On the "Issues and Recommendation as to Punishment" form, the court framed the (e)(3) circumstance in the following manner: "Had [defendant] been previously convicted of a felony involving the use of violence to the person?"

    Defendant contends that the trial court erred by omitting the words "or threat" from its instructions. Defendant argues that the evidence was insufficient to establish that he had been previously convicted of a felony involving the "use of violence" and that a juror might give more weight to an aggravating circumstance involving the "use of violence" than a circumstance involving the "use or threat of violence."

    Initially, we must address the standard of review. Rule 10(b)(2) sets forth the procedures for preserving instructional errors on appeal.
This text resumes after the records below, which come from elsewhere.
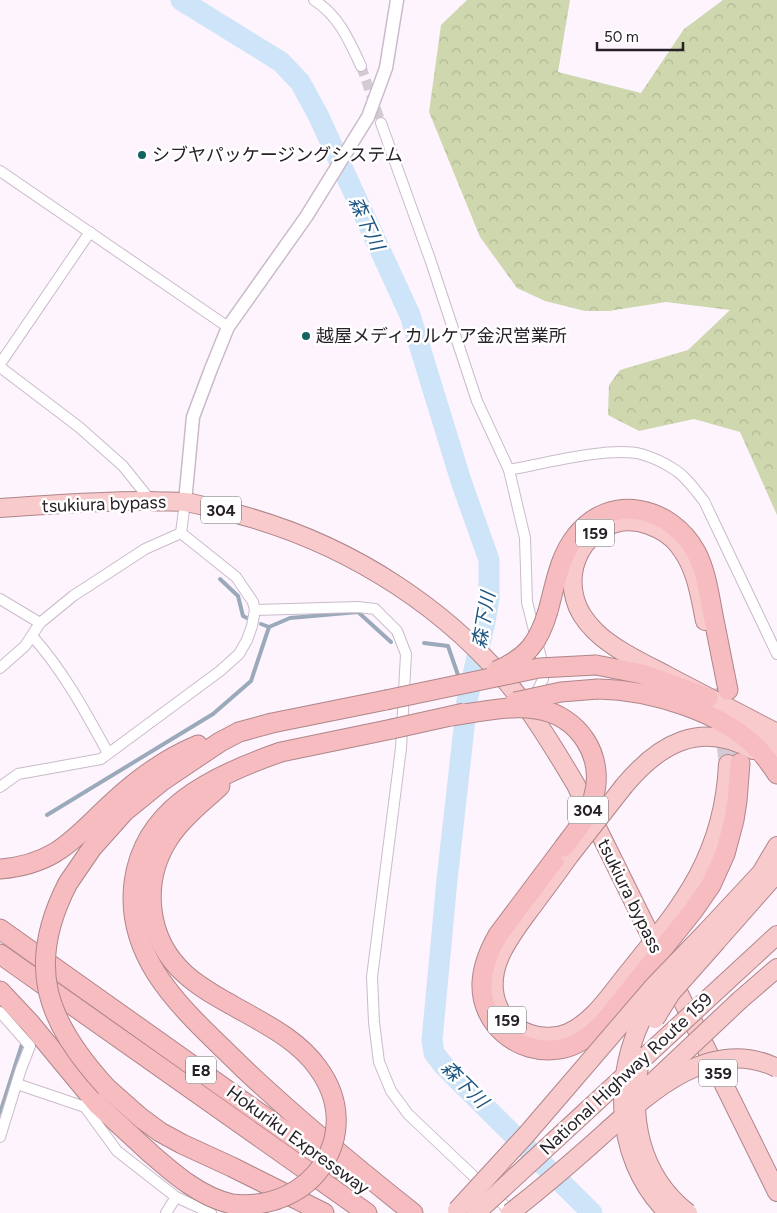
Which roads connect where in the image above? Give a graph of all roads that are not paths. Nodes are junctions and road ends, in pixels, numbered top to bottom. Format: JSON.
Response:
{"nodes":[{"id":1,"x":314,"y":0,"type":"edge"},
{"id":2,"x":397,"y":0,"type":"edge"},
{"id":3,"x":361,"y":66,"type":"tunnel mouth"},
{"id":4,"x":381,"y":123,"type":"tunnel mouth"},
{"id":5,"x":0,"y":171,"type":"edge"},
{"id":6,"x":90,"y":232,"type":"junction"},
{"id":7,"x":228,"y":327,"type":"junction"},
{"id":8,"x":0,"y":366,"type":"edge"},
{"id":9,"x":509,"y":470,"type":"junction"},
{"id":10,"x":151,"y":501,"type":"junction"},
{"id":11,"x":185,"y":502,"type":"junction"},
{"id":12,"x":0,"y":508,"type":"edge"},
{"id":13,"x":182,"y":533,"type":"junction"},
{"id":14,"x":0,"y":598,"type":"edge"},
{"id":15,"x":255,"y":610,"type":"junction"},
{"id":16,"x":40,"y":623,"type":"junction"},
{"id":17,"x":32,"y":636,"type":"junction"},
{"id":18,"x":777,"y":654,"type":"edge"},
{"id":19,"x":0,"y":668,"type":"edge"},
{"id":20,"x":659,"y":680,"type":"junction"},
{"id":21,"x":445,"y":687,"type":"junction"},
{"id":22,"x":718,"y":692,"type":"junction"},
{"id":23,"x":524,"y":704,"type":"junction"},
{"id":24,"x":452,"y":716,"type":"junction"},
{"id":25,"x":750,"y":726,"type":"junction"},
{"id":26,"x":239,"y":732,"type":"junction"},
{"id":27,"x":777,"y":733,"type":"edge"},
{"id":28,"x":777,"y":750,"type":"edge"},
{"id":29,"x":108,"y":753,"type":"junction"},
{"id":30,"x":734,"y":764,"type":"tunnel mouth"},
{"id":31,"x":247,"y":766,"type":"junction"},
{"id":32,"x":777,"y":775,"type":"edge"},
{"id":33,"x":0,"y":787,"type":"edge"},
{"id":34,"x":777,"y":846,"type":"edge"},
{"id":35,"x":567,"y":851,"type":"junction"},
{"id":36,"x":0,"y":869,"type":"edge"},
{"id":37,"x":777,"y":873,"type":"edge"},
{"id":38,"x":0,"y":929,"type":"edge"},
{"id":39,"x":777,"y":935,"type":"edge"},
{"id":40,"x":712,"y":936,"type":"junction"},
{"id":41,"x":656,"y":948,"type":"junction"},
{"id":42,"x":0,"y":954,"type":"edge"},
{"id":43,"x":777,"y":968,"type":"edge"},
{"id":44,"x":0,"y":991,"type":"edge"},
{"id":45,"x":0,"y":1012,"type":"edge"},
{"id":46,"x":777,"y":1068,"type":"edge"},
{"id":47,"x":18,"y":1084,"type":"junction"},
{"id":48,"x":0,"y":1136,"type":"edge"},
{"id":49,"x":777,"y":1192,"type":"edge"},
{"id":50,"x":176,"y":1197,"type":"junction"},
{"id":51,"x":166,"y":1213,"type":"edge"},
{"id":52,"x":212,"y":1213,"type":"edge"},
{"id":53,"x":324,"y":1213,"type":"edge"},
{"id":54,"x":367,"y":1213,"type":"edge"},
{"id":55,"x":400,"y":1213,"type":"edge"},
{"id":56,"x":413,"y":1213,"type":"edge"},
{"id":57,"x":454,"y":1213,"type":"edge"},
{"id":58,"x":476,"y":1213,"type":"edge"},
{"id":59,"x":502,"y":1213,"type":"edge"},
{"id":60,"x":509,"y":1213,"type":"edge"},
{"id":61,"x":668,"y":1213,"type":"edge"},
{"id":62,"x":688,"y":1213,"type":"edge"}],
"edges":[{"from":1,"to":3,"type":"street"},
{"from":2,"to":7,"type":"street"},
{"from":4,"to":9,"type":"street"},
{"from":5,"to":6,"type":"street"},
{"from":6,"to":7,"type":"street"},
{"from":6,"to":8,"type":"street"},
{"from":7,"to":11,"type":"street"},
{"from":8,"to":10,"type":"street"},
{"from":9,"to":18,"type":"street"},
{"from":9,"to":23,"type":"street"},
{"from":10,"to":11,"type":"highway","name":"tsukiura bypass","number":"304"},
{"from":10,"to":12,"type":"highway","name":"tsukiura bypass","number":"304"},
{"from":11,"to":13,"type":"street"},
{"from":11,"to":23,"type":"highway","name":"tsukiura bypass","number":"304","bridge":true},
{"from":13,"to":15,"type":"street"},
{"from":13,"to":16,"type":"street"},
{"from":14,"to":16,"type":"street"},
{"from":15,"to":29,"type":"street"},
{"from":15,"to":60,"type":"street"},
{"from":16,"to":17,"type":"street"},
{"from":17,"to":19,"type":"street"},
{"from":17,"to":29,"type":"street"},
{"from":20,"to":21,"type":"highway","bridge":true},
{"from":20,"to":22,"type":"highway"},
{"from":20,"to":25,"type":"highway"},
{"from":21,"to":22,"type":"highway","bridge":true},
{"from":21,"to":26,"type":"highway","bridge":true},
{"from":22,"to":22,"type":"highway","number":"159"},
{"from":22,"to":25,"type":"highway","number":"159"},
{"from":22,"to":27,"type":"highway","number":"159"},
{"from":23,"to":41,"type":"highway","name":"tsukiura bypass","number":"304"},
{"from":24,"to":31,"type":"highway","bridge":true},
{"from":24,"to":32,"type":"highway","bridge":true},
{"from":24,"to":35,"type":"highway","bridge":true},
{"from":25,"to":28,"type":"highway","number":"159"},
{"from":26,"to":36,"type":"highway"},
{"from":26,"to":53,"type":"highway","bridge":true},
{"from":29,"to":33,"type":"street"},
{"from":30,"to":41,"type":"highway"},
{"from":31,"to":44,"type":"highway","bridge":true},
{"from":31,"to":56,"type":"highway"},
{"from":32,"to":35,"type":"highway","bridge":true},
{"from":34,"to":40,"type":"highway"},
{"from":35,"to":41,"type":"highway"},
{"from":37,"to":40,"type":"highway"},
{"from":38,"to":55,"type":"highway","name":"Hokuriku Expressway","number":"E8"},
{"from":39,"to":58,"type":"highway","name":"National Highway Route 159","bridge":true},
{"from":40,"to":57,"type":"highway","bridge":true},
{"from":40,"to":61,"type":"highway","bridge":true},
{"from":40,"to":62,"type":"highway","bridge":true},
{"from":41,"to":49,"type":"highway","name":"tsukiura bypass","number":"359"},
{"from":42,"to":54,"type":"highway","name":"Hokuriku Expressway","number":"E8"},
{"from":43,"to":59,"type":"highway","name":"National Highway Route 159","bridge":true},
{"from":45,"to":47,"type":"street"},
{"from":46,"to":60,"type":"highway","bridge":true},
{"from":47,"to":48,"type":"street"},
{"from":47,"to":50,"type":"street"},
{"from":50,"to":51,"type":"street"},
{"from":50,"to":52,"type":"street"}]}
    A party may not assign as error any portion of the jury charge or omission therefrom unless he objects thereto before the jury retires to consider its verdict, stating distinctly that to which he objects and the grounds of his objection; provided, that opportunity was given to the party to make the objection out of the hearing of the jury, and, on request of any party, out of the presence of the jury.

N.C. R. App. P. 10(b)(2).

    Defendant did not object or call the omission of the words "or threat" to the trial court's attention or otherwise object to the form of the trial court's instruction on this circumstance. He also failed on appeal to contend "specifically and distinctly" that the form of the trial court's instruction amounted to plain error. See N.C. R. App. P. 10(c)(4). Accordingly, defendant has waived appellate review of this assignment of error. See State v. King, 342 N.C. 357, 364, 464 S.E.2d 288, 293 (1995). Nevertheless, in the exercise of our discretion under Rule 2 of the Rules of Appellate Procedure, we elect to consider defendant's contention based on plain error.
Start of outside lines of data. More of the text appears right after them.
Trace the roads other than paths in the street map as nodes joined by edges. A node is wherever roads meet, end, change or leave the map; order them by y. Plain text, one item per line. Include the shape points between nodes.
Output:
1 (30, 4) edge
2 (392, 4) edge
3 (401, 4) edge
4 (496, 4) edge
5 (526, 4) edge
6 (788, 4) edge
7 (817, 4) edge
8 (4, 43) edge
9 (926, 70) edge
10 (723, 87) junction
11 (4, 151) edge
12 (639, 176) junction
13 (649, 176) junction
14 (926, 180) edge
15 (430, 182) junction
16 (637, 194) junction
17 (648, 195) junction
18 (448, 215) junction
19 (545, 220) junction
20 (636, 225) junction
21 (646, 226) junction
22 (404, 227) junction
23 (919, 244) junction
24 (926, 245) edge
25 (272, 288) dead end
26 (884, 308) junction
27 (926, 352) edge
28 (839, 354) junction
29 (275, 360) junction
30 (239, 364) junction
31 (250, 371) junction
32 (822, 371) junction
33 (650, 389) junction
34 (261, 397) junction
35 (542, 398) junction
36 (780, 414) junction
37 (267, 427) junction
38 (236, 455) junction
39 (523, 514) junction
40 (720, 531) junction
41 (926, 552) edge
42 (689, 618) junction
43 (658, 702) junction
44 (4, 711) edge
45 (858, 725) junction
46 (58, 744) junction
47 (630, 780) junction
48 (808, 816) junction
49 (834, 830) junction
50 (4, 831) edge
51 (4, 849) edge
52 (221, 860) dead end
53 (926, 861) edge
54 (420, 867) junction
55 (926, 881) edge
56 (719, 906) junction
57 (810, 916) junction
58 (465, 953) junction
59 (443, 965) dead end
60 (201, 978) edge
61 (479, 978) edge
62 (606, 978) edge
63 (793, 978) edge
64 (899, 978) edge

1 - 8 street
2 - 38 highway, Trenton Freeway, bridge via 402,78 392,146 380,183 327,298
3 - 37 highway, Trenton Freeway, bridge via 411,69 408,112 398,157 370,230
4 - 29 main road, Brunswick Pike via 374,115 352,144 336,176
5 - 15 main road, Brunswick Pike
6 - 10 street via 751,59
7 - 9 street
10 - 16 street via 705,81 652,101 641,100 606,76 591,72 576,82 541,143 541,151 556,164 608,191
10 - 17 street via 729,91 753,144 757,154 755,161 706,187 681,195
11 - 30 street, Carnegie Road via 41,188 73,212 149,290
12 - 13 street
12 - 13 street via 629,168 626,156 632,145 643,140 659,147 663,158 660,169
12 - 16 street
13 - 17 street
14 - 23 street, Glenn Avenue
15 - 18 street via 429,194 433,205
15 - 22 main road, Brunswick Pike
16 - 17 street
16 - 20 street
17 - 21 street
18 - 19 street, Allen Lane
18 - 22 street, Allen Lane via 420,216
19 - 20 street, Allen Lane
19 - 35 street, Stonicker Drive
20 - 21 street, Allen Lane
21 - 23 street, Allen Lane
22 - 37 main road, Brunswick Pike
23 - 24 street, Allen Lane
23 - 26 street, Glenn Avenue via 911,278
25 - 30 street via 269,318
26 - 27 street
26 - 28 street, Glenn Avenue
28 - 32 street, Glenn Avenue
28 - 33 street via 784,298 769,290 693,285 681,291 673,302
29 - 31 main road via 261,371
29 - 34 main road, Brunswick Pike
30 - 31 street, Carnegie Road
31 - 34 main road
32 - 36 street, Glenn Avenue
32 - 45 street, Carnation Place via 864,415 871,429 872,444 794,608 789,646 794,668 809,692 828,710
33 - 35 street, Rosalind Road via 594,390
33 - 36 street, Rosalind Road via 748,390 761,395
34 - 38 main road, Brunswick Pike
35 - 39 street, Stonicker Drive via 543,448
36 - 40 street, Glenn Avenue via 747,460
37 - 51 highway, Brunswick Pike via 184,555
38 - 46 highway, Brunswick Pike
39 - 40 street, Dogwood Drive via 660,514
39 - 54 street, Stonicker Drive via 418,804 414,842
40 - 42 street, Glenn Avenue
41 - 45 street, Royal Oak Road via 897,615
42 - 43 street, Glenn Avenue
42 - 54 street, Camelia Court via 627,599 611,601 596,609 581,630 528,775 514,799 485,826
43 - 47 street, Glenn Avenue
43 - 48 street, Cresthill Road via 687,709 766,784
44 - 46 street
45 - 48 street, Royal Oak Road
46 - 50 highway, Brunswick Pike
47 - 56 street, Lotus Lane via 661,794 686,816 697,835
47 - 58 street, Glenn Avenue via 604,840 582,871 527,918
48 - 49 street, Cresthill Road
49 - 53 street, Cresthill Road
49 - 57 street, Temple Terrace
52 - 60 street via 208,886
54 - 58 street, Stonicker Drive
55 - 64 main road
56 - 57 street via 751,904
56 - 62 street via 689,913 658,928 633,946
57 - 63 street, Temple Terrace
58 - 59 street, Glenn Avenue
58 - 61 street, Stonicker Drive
    In order to rise to the level of plain error, the error in the trial court's instructions must be so fundamental that (i) absent the error, the jury probably would have reached a different verdict; or (ii) the error would constitute a miscarriage of justice if not corrected. State v. Collins, 334 N.C. 54, 62, 431 S.E.2d 188, 193 (1993). We conclude that the error in the trial court's instructions did not rise to the level of plain error.

    We agree with defendant that the trial court erred by omitting the term "or threat" from its instruction on the (e)(3) circumstance. Under N.C.G.S. § 15A-2000(e)(3), the required prior felony

    can be either one which has as an element the involvement of the use or threat of violence to the person, such as rape or armed robbery, State v. Hamlette, 302 N.C. 490, 276 S.E.2d 338 (1981), or a felony which does not have the use or threat of violence to the person as an element, but the use or threat of violence to the person was involved in its commission.
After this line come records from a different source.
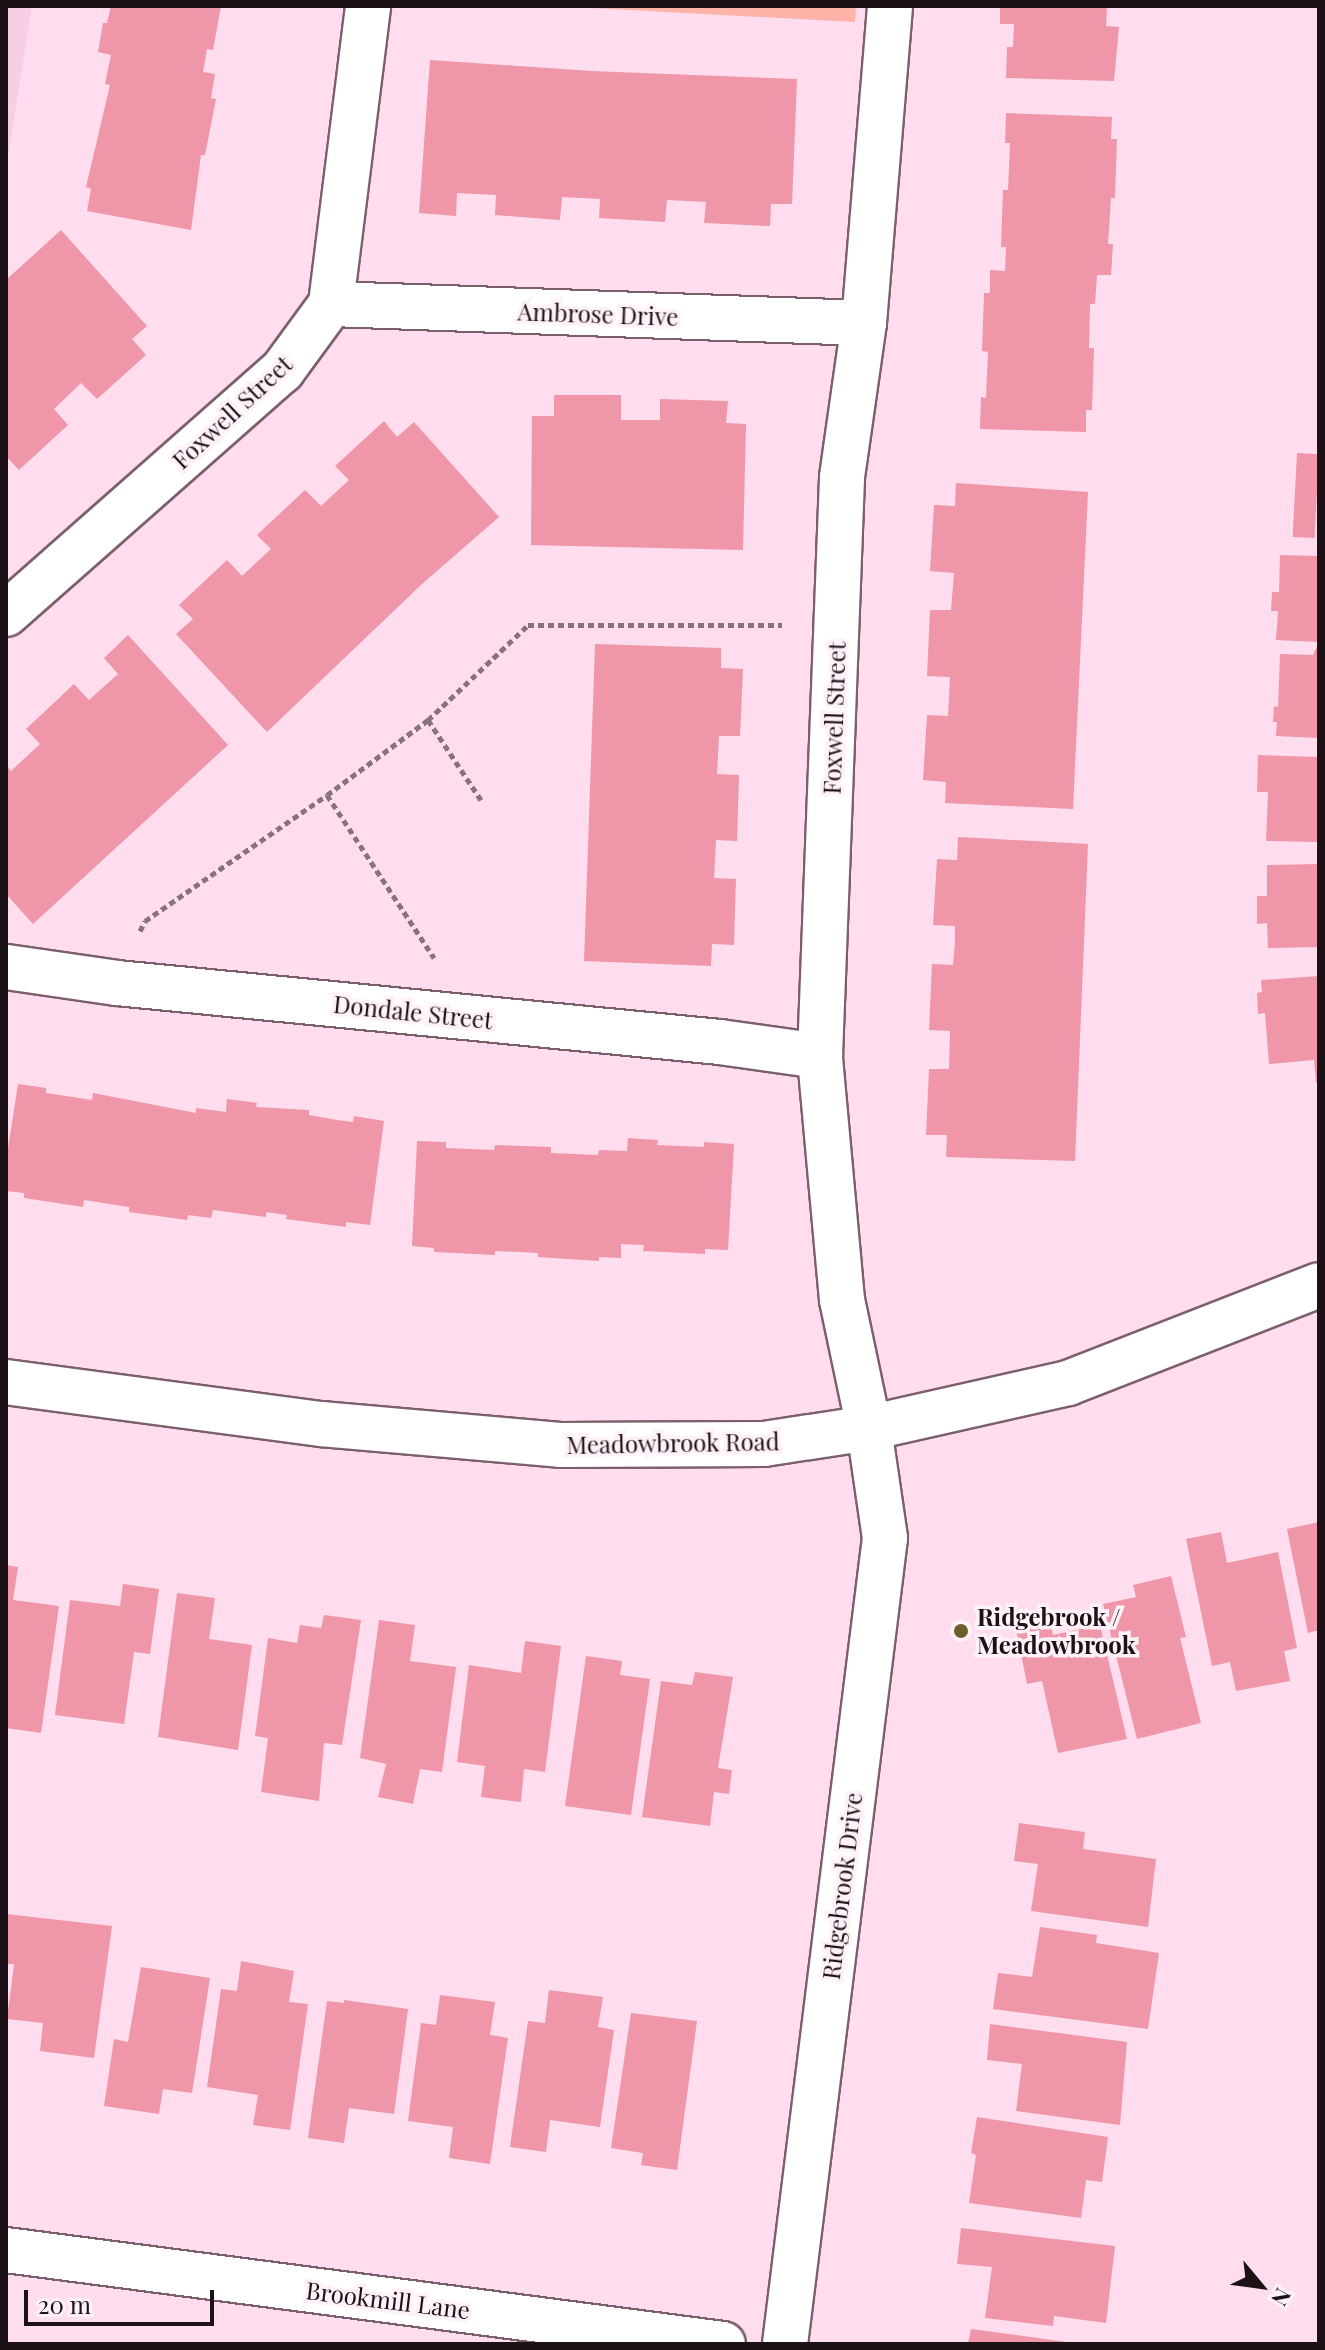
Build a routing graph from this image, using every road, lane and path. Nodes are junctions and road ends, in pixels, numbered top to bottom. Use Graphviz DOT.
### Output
graph roads {
  1 [pos="368,6"];
  2 [pos="890,6"];
  3 [pos="331,304"];
  4 [pos="864,323"];
  5 [pos="6,614"];
  6 [pos="837,625"];
  7 [pos="428,720"];
  8 [pos="327,795"];
  9 [pos="481,800"];
  10 [pos="6,967"];
  11 [pos="117,983"];
  12 [pos="474,1018"];
  13 [pos="820,1056"];
  14 [pos="1319,1285"];
  15 [pos="6,1382"];
  16 [pos="869,1428"];
  17 [pos="6,2250"];
  18 [pos="723,2344"];
  19 [pos="785,2344"];
  1 -- 3 [label="street, Foxwell Street"];
  2 -- 4 [label="street, Foxwell Street"];
  3 -- 4 [label="street, Ambrose Drive"];
  3 -- 5 [label="street, Foxwell Street"];
  4 -- 6 [label="street, Foxwell Street"];
  6 -- 7 [label="path"];
  6 -- 13 [label="street, Foxwell Street"];
  7 -- 8 [label="path"];
  7 -- 9 [label="path"];
  8 -- 11 [label="path"];
  8 -- 12 [label="path"];
  10 -- 11 [label="street, Dondale Street"];
  11 -- 12 [label="street, Dondale Street"];
  12 -- 13 [label="street, Dondale Street"];
  13 -- 16 [label="street, Foxwell Street"];
  14 -- 16 [label="street, Meadowbrook Road"];
  15 -- 16 [label="street, Meadowbrook Road"];
  16 -- 19 [label="street, Ridgebrook Drive"];
  17 -- 18 [label="street, Brookmill Lane"];
}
State v. McDougall, 308 N.C. 1, 18, 301 S.E.2d 308, 319, cert. denied, 464 U.S. 865, 78 L. Ed. 2d 173 (1983). In Holden II we stated "that for purposes of N.C.G.S. § 15A-2000(e)(3), rape is a felony which has as an element the use or threat of violence to the person" and "that where rape is deemed to have as an element the use or threat of violence, the 'felony of attempt to commit rape is therefore by nature of the crime a felony which threatens violence.'" Holden II, 338 N.C. at 404-05, 450 S.E.2d at 883-84 (emphasis added) (quoting State v. Green, 336 N.C. 142, 170, 443 S.E.2d 14, 30, cert. denied, 513 U.S. 1046, 130 L. Ed. 2d 547 (1994)). We concluded that "the judgment showing that the defendant had previously been convicted of attempted second-degree rape was sufficient, standing alone, to require that the trial court submit the aggravating circumstance that the defendant had committed a prior felony involving the use or threat of violence to the person." Id. at 405, 450 S.E.2d at 884 (emphasis added). We did not hold that attempted second-degree rape always constitutes a crime involving the use of violence.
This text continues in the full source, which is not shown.